Gunshot wounds of the colon: ballistic considerations While I agree with Gregori's assertion (Annals, May 1993, vol 75, p214) that some gunshot wounds to the colon are amenable to primary repair, I must take issue with his views on ballistics. He follows what Lindsey called 'the idolatry of velocity' (1) and further clouds the issue with a misleading statement on the velocity of bullets from various weapons. The crucial matter determining the damage caused by a bullet is not its velocity but the energy which it transfers in its path through the tissues. This is determined by the tissues encountered as well as the ballistic characteristics of the weapon (2). For example, the wound track through skin and muscle is associated with much less damage than when bone is struck. In the latter case, far more soft tissue is injured, in addition to the bony damage, since the bullet is rapidly retarded, destabilised and possibly fragmented in the tissues, giving up more energy. Bullets from some weapons have a tendency to become unstable earlier than others in their track through tissue; this contributes to their energy transfer and hence the extent of tissue damage

(3). It is the latter phenomenon which accounts for the differences in injury seen in some wounds from the AK47 ('Kalashnikov') compared with the M16 ('Armalite'). It is misleading of Gregori to label the AK47 as a low-velocity weapon. Its muzzle velocity (around 720 m/s) is less than that of the M16 (around 900 m/s) but is far greater than the velocity of the handgun bullets conventionally regarded as being 'low velocity' (less than 300 m/s). All of that being said, what does it matter to the surgeon? Not much-for in many cases the weapon is unknown, but the injury can be assessed clinically. Hence, if the extent of bowel disruption is felt to be compatible with primary repair then this approach may be followed (4), regardless of the mass or velocity of the projectile which has caused the injury. It is worth reiterating that surgeons should assess, and treat, the wound not the presumed weapon. G W BOWYER FRCS Lecturer in Military Surgery Royal Army Medical College London

References I Lindsey D. The idolatry of velocity, or lies, damned lies and ballistics. J Trauma 1980; 20: 1068-9. 2 Cooper GJ, Ryan JM. Interaction of penetrating missiles with tissues: some common misapprehensions and implications for wound management. BrJ Surg 1990; 77: 606-10. 3 Fackler ML, Bellamy RF, Malinowski JA. The wound profile: illustration of the missile-tissue interaction. J. Trauma 1988; 28 (Suppl): S21-9. 4 Demetriades D, Pantanowitz D, Charalambides D. Gunshot wounds of the colon: role of primary repair. Ann R Coll Surg Engl 1992; 74: 381-4.

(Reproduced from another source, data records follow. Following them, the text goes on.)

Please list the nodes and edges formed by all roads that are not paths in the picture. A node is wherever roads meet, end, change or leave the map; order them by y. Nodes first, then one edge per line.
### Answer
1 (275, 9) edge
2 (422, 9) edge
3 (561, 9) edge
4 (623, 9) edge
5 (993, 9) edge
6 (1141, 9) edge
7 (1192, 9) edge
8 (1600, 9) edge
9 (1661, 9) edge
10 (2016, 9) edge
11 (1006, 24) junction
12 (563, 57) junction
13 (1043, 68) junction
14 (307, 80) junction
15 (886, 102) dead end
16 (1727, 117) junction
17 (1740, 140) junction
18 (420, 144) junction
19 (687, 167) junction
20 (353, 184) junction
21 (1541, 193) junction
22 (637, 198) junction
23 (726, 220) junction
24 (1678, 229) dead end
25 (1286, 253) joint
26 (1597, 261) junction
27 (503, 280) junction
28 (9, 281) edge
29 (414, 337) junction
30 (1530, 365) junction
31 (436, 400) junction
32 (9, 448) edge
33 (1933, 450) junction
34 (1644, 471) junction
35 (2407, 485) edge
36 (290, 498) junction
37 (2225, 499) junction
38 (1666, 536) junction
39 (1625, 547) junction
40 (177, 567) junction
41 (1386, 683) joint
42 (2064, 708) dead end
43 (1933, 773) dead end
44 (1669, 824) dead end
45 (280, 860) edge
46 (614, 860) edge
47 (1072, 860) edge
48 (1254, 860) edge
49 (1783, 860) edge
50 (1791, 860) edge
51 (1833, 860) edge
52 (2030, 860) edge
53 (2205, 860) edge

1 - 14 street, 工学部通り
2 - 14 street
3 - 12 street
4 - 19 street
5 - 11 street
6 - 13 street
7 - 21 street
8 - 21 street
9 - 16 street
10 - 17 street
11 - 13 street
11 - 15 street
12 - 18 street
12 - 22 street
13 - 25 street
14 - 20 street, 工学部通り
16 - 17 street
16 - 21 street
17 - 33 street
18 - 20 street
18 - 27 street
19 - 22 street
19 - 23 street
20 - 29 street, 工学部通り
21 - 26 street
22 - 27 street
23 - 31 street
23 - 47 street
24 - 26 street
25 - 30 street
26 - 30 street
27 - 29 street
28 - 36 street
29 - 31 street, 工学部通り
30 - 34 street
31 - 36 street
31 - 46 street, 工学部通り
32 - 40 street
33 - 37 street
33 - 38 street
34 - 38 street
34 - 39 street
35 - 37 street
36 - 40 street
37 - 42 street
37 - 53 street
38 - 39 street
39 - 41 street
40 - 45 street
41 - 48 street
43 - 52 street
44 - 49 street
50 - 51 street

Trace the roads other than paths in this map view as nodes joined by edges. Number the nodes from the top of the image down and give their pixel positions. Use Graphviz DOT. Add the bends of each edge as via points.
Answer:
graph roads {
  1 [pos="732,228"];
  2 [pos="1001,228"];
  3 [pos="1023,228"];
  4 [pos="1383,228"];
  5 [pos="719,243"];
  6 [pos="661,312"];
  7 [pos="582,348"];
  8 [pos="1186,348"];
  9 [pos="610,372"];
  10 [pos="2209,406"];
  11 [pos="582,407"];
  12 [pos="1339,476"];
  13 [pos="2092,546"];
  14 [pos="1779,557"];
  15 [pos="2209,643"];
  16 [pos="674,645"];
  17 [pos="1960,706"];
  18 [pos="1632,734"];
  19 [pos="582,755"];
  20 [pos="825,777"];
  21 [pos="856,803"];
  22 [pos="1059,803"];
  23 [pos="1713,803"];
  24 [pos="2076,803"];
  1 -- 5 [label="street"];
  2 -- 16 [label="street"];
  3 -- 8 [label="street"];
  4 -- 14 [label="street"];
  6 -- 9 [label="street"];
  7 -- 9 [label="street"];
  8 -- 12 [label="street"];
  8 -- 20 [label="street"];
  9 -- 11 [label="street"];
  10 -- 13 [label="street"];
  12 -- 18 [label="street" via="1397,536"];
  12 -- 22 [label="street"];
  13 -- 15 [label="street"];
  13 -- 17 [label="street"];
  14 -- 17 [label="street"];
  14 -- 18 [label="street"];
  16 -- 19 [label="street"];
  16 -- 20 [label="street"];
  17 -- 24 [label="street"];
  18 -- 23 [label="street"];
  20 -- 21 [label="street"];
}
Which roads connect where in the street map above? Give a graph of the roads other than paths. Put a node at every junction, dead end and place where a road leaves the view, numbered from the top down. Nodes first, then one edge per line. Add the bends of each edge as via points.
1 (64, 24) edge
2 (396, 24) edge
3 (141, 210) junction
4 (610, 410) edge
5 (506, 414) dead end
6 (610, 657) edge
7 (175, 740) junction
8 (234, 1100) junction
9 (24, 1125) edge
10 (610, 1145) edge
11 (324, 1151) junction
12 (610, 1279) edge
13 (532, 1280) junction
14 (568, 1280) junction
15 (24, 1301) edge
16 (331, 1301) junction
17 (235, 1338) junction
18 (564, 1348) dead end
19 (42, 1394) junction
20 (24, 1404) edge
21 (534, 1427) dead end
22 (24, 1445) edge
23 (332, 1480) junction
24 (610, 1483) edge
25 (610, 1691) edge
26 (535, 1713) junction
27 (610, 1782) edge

Benign thyroid disease and vocal cord palsy Rowe-Jones et al. (Annals, July 1993, vol 75, p241) have rightly emphasised the importance of preoperative laryngeal assessment prior to thyroid surgery. Further, the apparent relationship of preoperative paresis to benign thyroid disease is illustrated well and evaluated. However, although depicting two patients as having an alternate paralysis (1), no attempt has been made to explain this unusual finding. Certainly, in one patient, the concept that a relatively rigid trachea is deviated by the solitary lesion against a somewhat resistant contralateral thyroid lobe leading to nerve compression is supported by one case, but not the other. In both recovery, and non-recovery groups, it is possible that some of the pareses may have been due to idiopathic paralysis (2) totally unrelated to the thyroid disease. In this situation it was shown that recovery, as well as a persistent paralysis, could occur, a possibility discussed in detail elsewhere (3). R T J HOLL-ALLEN FRCS

Consultant Surgeon

Birmingham Heartlands Hospital Bordesley Green East References 1 Holl-Allen RTJ. Laryngeal nerve paralysis and benign thyroid disease. Arch Otolaryngol 1967; 85: 121-3. 2 Faaborg-Anderson K. Idiopathic recurrent nerve paralysis. Acta Otolaryngol Scand Suppl 118 1954: 68-91. 3 Holl-Allen RTJ. A clinical investigation into the apparent relationship between recurrent laryngeal nerve paralysis and benign thyroid disease. 1972. MD Thesis, University of London.